* **What you need to do**
All of the data below must be repeated exactly.

Dataset entries

####

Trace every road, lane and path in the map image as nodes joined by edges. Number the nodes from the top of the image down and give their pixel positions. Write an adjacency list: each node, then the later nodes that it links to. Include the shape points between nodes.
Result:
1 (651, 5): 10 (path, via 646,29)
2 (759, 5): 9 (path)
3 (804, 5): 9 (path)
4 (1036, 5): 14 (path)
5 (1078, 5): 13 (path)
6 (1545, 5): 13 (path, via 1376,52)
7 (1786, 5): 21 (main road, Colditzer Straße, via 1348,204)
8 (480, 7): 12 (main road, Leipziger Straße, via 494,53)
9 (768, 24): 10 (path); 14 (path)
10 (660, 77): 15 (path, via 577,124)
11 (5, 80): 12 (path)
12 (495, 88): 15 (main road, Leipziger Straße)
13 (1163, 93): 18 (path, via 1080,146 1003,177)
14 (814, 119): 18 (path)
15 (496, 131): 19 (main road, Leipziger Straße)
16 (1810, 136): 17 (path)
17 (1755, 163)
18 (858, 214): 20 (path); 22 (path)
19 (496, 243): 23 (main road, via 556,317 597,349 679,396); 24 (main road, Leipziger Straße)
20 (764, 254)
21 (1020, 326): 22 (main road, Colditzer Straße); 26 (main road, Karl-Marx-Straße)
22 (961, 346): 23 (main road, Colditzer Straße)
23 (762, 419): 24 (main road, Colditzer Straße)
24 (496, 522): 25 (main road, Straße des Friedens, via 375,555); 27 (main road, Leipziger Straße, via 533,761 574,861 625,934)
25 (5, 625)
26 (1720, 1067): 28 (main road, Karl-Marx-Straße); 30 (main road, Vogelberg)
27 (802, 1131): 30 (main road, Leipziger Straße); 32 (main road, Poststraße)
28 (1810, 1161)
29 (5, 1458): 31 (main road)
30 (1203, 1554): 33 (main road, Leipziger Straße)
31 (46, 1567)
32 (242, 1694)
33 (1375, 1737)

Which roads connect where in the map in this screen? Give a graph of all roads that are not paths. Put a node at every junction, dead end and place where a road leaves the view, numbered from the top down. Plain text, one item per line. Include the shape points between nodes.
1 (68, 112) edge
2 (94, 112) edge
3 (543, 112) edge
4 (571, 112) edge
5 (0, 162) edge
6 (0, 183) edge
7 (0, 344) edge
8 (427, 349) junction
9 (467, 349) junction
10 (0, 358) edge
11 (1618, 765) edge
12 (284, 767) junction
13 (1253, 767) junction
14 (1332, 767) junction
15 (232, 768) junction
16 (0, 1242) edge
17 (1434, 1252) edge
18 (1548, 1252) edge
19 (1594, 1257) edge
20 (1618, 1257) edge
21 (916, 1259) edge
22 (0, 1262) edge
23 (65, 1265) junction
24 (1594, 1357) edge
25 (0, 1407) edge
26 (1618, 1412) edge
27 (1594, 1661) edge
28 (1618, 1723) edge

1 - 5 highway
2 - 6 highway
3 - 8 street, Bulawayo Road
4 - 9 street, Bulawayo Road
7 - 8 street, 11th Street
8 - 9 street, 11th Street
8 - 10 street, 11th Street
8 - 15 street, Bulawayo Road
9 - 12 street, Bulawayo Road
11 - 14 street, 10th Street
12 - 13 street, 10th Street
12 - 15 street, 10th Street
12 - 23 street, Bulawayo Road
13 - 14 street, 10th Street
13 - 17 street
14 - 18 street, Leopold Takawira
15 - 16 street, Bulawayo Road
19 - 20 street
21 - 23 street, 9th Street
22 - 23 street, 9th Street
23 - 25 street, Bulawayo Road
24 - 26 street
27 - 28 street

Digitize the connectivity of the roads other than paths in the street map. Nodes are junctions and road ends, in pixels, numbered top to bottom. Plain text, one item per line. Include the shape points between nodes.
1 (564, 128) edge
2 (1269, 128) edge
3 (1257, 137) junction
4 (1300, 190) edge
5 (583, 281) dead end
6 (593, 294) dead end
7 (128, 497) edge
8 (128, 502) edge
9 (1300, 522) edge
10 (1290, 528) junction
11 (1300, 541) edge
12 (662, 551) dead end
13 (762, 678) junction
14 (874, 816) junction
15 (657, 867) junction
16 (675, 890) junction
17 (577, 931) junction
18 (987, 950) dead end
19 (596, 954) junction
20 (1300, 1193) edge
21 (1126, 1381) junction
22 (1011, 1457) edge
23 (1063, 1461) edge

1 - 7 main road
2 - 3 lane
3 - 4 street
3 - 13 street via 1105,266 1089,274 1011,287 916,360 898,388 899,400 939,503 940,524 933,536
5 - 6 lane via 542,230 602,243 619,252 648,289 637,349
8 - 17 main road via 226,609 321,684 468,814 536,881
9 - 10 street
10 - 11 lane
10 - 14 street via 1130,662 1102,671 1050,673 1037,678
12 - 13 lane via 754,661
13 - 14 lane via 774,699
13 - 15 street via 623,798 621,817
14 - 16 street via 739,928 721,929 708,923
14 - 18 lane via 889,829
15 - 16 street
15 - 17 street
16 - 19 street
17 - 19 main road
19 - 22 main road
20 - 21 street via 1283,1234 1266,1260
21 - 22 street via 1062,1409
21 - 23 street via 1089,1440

####

* **Written response**
Trace every road, lane and path in the map image as nodes joined by edges. Number the nodes from the top of the image down and give their pixel positions. Write an adjacency list: each node, then the later nodes that it links to. Include the shape points between nodes.
Result:
1 (651, 5): 10 (path, via 646,29)
2 (759, 5): 9 (path)
3 (804, 5): 9 (path)
4 (1036, 5): 14 (path)
5 (1078, 5): 13 (path)
6 (1545, 5): 13 (path, via 1376,52)
7 (1786, 5): 21 (main road, Colditzer Straße, via 1348,204)
8 (480, 7): 12 (main road, Leipziger Straße, via 494,53)
9 (768, 24): 10 (path); 14 (path)
10 (660, 77): 15 (path, via 577,124)
11 (5, 80): 12 (path)
12 (495, 88): 15 (main road, Leipziger Straße)
13 (1163, 93): 18 (path, via 1080,146 1003,177)
14 (814, 119): 18 (path)
15 (496, 131): 19 (main road, Leipziger Straße)
16 (1810, 136): 17 (path)
17 (1755, 163)
18 (858, 214): 20 (path); 22 (path)
19 (496, 243): 23 (main road, via 556,317 597,349 679,396); 24 (main road, Leipziger Straße)
20 (764, 254)
21 (1020, 326): 22 (main road, Colditzer Straße); 26 (main road, Karl-Marx-Straße)
22 (961, 346): 23 (main road, Colditzer Straße)
23 (762, 419): 24 (main road, Colditzer Straße)
24 (496, 522): 25 (main road, Straße des Friedens, via 375,555); 27 (main road, Leipziger Straße, via 533,761 574,861 625,934)
25 (5, 625)
26 (1720, 1067): 28 (main road, Karl-Marx-Straße); 30 (main road, Vogelberg)
27 (802, 1131): 30 (main road, Leipziger Straße); 32 (main road, Poststraße)
28 (1810, 1161)
29 (5, 1458): 31 (main road)
30 (1203, 1554): 33 (main road, Leipziger Straße)
31 (46, 1567)
32 (242, 1694)
33 (1375, 1737)

Which roads connect where in the map in this screen? Give a graph of all roads that are not paths. Put a node at every junction, dead end and place where a road leaves the view, numbered from the top down. Plain text, one item per line. Include the shape points between nodes.
1 (68, 112) edge
2 (94, 112) edge
3 (543, 112) edge
4 (571, 112) edge
5 (0, 162) edge
6 (0, 183) edge
7 (0, 344) edge
8 (427, 349) junction
9 (467, 349) junction
10 (0, 358) edge
11 (1618, 765) edge
12 (284, 767) junction
13 (1253, 767) junction
14 (1332, 767) junction
15 (232, 768) junction
16 (0, 1242) edge
17 (1434, 1252) edge
18 (1548, 1252) edge
19 (1594, 1257) edge
20 (1618, 1257) edge
21 (916, 1259) edge
22 (0, 1262) edge
23 (65, 1265) junction
24 (1594, 1357) edge
25 (0, 1407) edge
26 (1618, 1412) edge
27 (1594, 1661) edge
28 (1618, 1723) edge

1 - 5 highway
2 - 6 highway
3 - 8 street, Bulawayo Road
4 - 9 street, Bulawayo Road
7 - 8 street, 11th Street
8 - 9 street, 11th Street
8 - 10 street, 11th Street
8 - 15 street, Bulawayo Road
9 - 12 street, Bulawayo Road
11 - 14 street, 10th Street
12 - 13 street, 10th Street
12 - 15 street, 10th Street
12 - 23 street, Bulawayo Road
13 - 14 street, 10th Street
13 - 17 street
14 - 18 street, Leopold Takawira
15 - 16 street, Bulawayo Road
19 - 20 street
21 - 23 street, 9th Street
22 - 23 street, 9th Street
23 - 25 street, Bulawayo Road
24 - 26 street
27 - 28 street

Digitize the connectivity of the roads other than paths in the street map. Nodes are junctions and road ends, in pixels, numbered top to bottom. Plain text, one item per line. Include the shape points between nodes.
1 (564, 128) edge
2 (1269, 128) edge
3 (1257, 137) junction
4 (1300, 190) edge
5 (583, 281) dead end
6 (593, 294) dead end
7 (128, 497) edge
8 (128, 502) edge
9 (1300, 522) edge
10 (1290, 528) junction
11 (1300, 541) edge
12 (662, 551) dead end
13 (762, 678) junction
14 (874, 816) junction
15 (657, 867) junction
16 (675, 890) junction
17 (577, 931) junction
18 (987, 950) dead end
19 (596, 954) junction
20 (1300, 1193) edge
21 (1126, 1381) junction
22 (1011, 1457) edge
23 (1063, 1461) edge

1 - 7 main road
2 - 3 lane
3 - 4 street
3 - 13 street via 1105,266 1089,274 1011,287 916,360 898,388 899,400 939,503 940,524 933,536
5 - 6 lane via 542,230 602,243 619,252 648,289 637,349
8 - 17 main road via 226,609 321,684 468,814 536,881
9 - 10 street
10 - 11 lane
10 - 14 street via 1130,662 1102,671 1050,673 1037,678
12 - 13 lane via 754,661
13 - 14 lane via 774,699
13 - 15 street via 623,798 621,817
14 - 16 street via 739,928 721,929 708,923
14 - 18 lane via 889,829
15 - 16 street
15 - 17 street
16 - 19 street
17 - 19 main road
19 - 22 main road
20 - 21 street via 1283,1234 1266,1260
21 - 22 street via 1062,1409
21 - 23 street via 1089,1440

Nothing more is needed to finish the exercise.